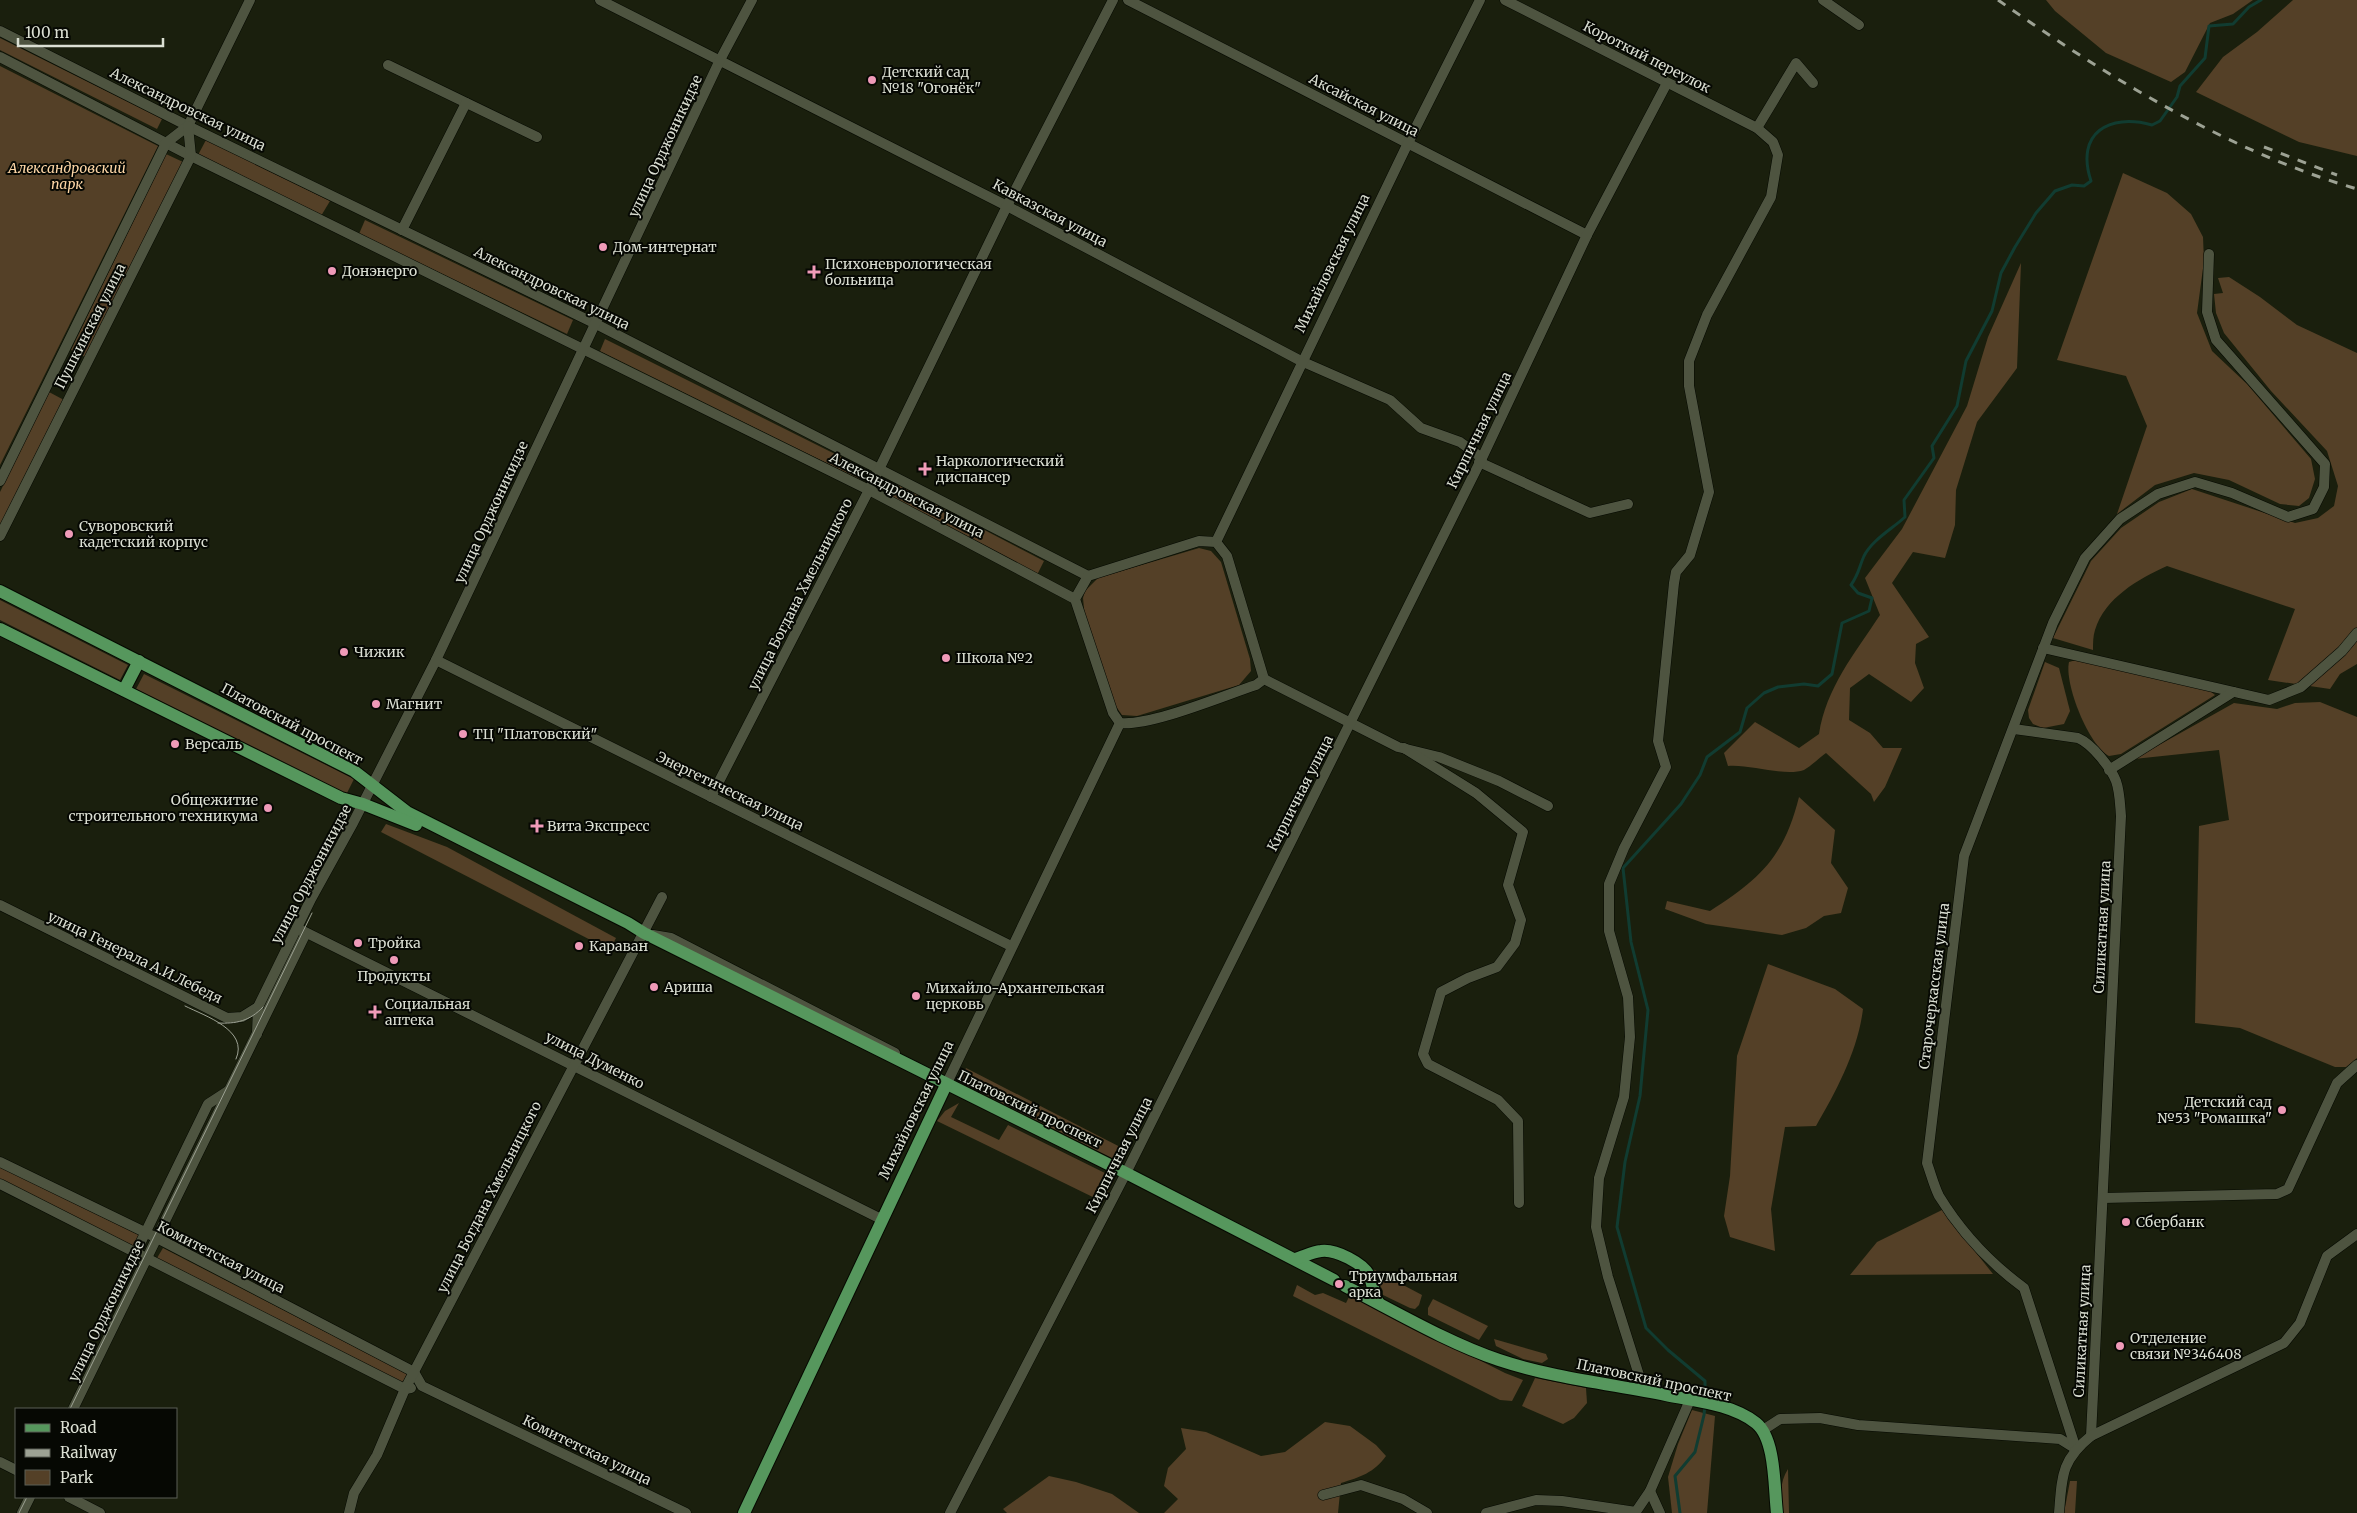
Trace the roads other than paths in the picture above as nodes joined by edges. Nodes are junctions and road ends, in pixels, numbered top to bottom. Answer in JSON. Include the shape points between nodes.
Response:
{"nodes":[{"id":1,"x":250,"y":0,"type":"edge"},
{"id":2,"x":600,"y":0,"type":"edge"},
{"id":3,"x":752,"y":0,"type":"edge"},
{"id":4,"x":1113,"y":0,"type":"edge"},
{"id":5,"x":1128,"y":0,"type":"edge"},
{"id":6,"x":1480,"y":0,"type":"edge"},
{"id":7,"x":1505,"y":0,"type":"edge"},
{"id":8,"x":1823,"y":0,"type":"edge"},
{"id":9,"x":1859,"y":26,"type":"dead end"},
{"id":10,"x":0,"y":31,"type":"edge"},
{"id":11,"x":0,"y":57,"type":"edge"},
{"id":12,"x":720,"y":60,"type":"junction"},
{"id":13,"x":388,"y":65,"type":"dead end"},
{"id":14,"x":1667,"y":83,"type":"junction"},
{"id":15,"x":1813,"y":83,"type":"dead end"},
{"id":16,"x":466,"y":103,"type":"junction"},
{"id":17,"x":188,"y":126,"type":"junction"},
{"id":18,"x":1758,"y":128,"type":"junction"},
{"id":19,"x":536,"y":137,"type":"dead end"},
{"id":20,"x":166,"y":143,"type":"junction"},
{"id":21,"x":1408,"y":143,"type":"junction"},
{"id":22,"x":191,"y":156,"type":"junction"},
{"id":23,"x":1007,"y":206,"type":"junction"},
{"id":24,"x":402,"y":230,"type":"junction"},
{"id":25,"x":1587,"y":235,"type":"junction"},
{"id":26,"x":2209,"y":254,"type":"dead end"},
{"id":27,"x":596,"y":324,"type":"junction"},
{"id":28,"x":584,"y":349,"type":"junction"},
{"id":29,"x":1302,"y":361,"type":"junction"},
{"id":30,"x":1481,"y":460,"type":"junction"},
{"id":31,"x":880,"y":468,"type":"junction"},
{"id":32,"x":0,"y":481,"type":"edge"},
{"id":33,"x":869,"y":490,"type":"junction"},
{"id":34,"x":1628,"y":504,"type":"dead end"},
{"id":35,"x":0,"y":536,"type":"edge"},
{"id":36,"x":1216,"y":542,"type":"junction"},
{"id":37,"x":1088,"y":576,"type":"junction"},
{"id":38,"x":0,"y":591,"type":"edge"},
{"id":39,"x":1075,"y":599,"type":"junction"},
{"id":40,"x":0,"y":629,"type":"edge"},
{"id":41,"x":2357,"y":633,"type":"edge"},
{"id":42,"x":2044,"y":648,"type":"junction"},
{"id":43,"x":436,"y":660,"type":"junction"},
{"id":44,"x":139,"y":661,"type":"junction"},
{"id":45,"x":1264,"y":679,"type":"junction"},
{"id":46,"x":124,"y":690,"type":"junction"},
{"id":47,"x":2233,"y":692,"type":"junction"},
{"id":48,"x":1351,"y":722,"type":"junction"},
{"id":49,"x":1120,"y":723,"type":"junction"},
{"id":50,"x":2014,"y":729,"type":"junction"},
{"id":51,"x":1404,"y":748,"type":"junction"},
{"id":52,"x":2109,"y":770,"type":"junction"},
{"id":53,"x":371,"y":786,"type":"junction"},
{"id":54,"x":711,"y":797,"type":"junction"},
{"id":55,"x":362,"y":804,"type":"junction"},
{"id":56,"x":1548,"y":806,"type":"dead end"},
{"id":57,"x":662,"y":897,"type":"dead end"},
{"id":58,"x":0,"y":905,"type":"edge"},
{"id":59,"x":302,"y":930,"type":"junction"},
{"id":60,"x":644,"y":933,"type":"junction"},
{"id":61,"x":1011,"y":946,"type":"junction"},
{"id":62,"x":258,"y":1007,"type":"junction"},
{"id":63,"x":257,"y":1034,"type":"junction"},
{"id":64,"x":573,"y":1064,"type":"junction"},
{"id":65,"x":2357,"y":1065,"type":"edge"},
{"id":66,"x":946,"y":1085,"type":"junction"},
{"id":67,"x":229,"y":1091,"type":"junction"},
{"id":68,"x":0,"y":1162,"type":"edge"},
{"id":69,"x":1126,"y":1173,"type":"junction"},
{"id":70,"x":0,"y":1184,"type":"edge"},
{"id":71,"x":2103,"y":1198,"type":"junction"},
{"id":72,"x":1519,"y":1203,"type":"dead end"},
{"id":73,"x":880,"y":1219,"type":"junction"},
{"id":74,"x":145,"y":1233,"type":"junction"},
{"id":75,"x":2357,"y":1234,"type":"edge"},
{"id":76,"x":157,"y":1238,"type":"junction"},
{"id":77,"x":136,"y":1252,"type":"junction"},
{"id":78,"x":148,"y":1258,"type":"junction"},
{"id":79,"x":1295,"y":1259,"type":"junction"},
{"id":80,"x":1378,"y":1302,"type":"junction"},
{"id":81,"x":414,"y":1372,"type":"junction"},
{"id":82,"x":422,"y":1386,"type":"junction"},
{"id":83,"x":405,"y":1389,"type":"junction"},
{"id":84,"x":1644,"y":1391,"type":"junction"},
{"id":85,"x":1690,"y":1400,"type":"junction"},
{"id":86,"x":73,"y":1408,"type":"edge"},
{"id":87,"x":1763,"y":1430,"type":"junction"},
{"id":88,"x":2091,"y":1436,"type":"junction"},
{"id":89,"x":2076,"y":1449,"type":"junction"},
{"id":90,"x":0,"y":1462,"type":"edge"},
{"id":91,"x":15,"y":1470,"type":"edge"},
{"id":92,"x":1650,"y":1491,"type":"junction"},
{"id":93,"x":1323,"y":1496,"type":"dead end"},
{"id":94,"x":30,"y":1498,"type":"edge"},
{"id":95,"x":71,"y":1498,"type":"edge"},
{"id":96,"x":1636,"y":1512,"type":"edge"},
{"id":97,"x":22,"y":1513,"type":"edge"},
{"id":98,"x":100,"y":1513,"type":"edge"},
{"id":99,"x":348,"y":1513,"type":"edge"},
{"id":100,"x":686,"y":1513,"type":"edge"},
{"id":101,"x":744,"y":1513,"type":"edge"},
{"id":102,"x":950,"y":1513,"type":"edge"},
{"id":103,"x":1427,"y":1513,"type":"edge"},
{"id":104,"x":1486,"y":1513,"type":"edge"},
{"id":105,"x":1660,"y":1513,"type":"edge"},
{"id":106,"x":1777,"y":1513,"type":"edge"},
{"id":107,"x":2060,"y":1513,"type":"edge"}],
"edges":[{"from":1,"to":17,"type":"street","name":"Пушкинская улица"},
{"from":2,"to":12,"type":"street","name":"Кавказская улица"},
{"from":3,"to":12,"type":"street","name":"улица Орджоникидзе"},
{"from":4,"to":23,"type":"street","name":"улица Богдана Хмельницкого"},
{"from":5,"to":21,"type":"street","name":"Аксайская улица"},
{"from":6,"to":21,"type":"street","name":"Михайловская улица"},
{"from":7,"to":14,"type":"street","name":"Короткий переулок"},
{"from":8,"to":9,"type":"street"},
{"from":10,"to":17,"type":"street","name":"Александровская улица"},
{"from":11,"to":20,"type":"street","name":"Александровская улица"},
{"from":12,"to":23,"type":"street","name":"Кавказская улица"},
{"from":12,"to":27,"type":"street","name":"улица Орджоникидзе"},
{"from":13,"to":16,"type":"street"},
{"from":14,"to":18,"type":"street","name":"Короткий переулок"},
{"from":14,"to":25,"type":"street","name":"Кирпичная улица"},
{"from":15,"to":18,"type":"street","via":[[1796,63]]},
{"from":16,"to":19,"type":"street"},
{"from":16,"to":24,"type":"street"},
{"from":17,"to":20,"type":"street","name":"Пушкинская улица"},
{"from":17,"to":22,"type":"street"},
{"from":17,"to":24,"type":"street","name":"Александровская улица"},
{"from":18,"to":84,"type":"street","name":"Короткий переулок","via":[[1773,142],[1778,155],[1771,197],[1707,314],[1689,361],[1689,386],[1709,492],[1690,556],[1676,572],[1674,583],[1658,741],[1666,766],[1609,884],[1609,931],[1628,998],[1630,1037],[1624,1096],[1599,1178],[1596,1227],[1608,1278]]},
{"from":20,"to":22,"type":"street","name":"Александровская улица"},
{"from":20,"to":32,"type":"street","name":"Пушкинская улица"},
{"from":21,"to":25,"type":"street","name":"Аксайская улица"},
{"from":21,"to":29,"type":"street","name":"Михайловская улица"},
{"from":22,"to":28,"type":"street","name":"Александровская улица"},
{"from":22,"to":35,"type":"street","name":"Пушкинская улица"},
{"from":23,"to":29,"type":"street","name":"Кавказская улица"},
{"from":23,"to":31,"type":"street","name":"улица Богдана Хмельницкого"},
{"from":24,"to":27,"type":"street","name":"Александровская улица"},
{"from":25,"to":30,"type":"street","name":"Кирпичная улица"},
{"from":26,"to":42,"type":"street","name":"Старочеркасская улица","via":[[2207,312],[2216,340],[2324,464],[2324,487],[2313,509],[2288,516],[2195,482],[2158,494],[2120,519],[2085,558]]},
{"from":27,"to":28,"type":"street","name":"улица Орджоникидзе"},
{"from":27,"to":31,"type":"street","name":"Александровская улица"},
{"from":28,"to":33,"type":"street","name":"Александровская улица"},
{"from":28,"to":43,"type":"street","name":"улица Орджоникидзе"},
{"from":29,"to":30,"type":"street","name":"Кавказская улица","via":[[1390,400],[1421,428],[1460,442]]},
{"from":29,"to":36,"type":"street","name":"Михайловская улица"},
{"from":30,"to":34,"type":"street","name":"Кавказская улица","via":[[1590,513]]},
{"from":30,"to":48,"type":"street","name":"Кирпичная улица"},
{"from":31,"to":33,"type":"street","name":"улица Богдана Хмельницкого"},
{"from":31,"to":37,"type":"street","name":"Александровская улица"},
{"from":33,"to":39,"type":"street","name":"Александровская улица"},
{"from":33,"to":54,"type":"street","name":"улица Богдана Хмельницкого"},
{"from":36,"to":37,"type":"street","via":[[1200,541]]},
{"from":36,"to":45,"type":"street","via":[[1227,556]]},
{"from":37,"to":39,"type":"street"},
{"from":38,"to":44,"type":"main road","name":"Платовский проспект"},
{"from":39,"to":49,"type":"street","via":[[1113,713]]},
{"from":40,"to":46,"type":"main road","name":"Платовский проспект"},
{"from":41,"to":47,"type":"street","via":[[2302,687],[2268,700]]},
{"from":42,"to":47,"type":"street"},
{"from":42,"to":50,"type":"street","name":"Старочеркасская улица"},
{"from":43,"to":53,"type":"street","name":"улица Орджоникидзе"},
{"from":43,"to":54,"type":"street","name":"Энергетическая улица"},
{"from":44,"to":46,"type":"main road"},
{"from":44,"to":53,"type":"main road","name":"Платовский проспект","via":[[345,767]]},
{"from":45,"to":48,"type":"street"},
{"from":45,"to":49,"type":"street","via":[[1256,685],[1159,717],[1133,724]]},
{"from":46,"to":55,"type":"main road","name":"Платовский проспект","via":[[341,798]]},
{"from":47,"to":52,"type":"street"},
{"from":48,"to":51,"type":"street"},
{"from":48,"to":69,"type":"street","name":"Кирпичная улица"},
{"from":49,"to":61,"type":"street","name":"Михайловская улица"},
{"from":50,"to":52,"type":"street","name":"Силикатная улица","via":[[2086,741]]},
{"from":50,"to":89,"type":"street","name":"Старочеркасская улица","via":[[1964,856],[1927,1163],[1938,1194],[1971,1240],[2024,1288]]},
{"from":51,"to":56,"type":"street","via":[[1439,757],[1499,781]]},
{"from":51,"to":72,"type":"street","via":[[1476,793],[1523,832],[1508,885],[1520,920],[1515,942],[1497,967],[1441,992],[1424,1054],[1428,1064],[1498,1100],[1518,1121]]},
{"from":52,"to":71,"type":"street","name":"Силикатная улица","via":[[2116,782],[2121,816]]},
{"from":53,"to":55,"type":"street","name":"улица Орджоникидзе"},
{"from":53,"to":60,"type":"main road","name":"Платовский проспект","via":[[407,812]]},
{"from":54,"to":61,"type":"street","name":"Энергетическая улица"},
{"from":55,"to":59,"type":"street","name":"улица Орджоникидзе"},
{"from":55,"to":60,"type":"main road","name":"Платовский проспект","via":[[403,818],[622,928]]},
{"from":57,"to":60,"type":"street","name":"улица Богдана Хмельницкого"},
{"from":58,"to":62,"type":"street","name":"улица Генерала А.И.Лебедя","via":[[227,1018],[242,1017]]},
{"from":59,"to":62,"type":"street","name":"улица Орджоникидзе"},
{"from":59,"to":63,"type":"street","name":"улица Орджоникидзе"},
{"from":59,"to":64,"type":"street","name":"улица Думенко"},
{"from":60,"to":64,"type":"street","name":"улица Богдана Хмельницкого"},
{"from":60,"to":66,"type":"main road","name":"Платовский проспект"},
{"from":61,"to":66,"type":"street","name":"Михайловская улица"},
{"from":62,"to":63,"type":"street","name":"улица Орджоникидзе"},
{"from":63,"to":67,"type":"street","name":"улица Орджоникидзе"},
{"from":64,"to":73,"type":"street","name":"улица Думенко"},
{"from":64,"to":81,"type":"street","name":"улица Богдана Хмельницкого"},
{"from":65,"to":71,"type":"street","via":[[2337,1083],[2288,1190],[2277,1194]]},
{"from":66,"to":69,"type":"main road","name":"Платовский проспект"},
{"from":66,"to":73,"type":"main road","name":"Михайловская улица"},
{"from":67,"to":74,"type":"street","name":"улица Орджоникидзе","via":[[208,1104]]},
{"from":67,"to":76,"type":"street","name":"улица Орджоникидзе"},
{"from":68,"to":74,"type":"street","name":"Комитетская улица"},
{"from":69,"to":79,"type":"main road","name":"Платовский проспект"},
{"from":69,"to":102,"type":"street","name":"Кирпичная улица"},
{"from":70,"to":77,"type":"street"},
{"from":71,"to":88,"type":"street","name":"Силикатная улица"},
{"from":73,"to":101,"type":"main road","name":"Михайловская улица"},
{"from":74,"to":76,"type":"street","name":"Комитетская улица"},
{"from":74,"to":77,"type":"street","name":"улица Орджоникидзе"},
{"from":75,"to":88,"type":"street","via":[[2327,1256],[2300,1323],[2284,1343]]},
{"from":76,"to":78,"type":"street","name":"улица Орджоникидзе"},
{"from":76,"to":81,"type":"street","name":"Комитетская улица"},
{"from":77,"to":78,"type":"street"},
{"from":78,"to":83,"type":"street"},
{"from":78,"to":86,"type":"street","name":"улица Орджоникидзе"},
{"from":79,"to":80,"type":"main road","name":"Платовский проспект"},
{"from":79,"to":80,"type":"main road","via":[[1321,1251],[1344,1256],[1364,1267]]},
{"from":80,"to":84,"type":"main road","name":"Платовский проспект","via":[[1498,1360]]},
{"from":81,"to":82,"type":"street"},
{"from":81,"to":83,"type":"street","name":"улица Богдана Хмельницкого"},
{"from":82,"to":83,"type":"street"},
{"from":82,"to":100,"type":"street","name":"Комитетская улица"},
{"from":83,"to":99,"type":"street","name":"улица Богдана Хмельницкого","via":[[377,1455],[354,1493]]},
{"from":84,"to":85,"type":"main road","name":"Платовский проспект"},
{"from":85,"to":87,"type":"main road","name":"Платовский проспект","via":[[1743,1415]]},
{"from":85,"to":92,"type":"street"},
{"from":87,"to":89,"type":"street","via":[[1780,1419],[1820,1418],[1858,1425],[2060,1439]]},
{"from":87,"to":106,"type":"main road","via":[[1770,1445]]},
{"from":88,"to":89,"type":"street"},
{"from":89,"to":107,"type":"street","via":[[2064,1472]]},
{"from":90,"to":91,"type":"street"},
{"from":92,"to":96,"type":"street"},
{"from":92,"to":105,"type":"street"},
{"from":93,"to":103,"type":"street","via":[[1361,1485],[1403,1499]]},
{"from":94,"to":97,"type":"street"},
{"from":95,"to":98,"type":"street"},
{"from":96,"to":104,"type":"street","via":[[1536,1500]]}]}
* * *
- EXERCISE OBJECTIVE
Where a line in the material contains "Хмельницкого", copy that line.

- EXERCISE OUTPUT
{"from":4,"to":23,"type":"street","name":"улица Богдана Хмельницкого"},
{"from":23,"to":31,"type":"street","name":"улица Богдана Хмельницкого"},
{"from":31,"to":33,"type":"street","name":"улица Богдана Хмельницкого"},
{"from":33,"to":54,"type":"street","name":"улица Богдана Хмельницкого"},
{"from":57,"to":60,"type":"street","name":"улица Богдана Хмельницкого"},
{"from":60,"to":64,"type":"street","name":"улица Богдана Хмельницкого"},
{"from":64,"to":81,"type":"street","name":"улица Богдана Хмельницкого"},
{"from":81,"to":83,"type":"street","name":"улица Богдана Хмельницкого"},
{"from":83,"to":99,"type":"street","name":"улица Богдана Хмельницкого","via":[[377,1455],[354,1493]]},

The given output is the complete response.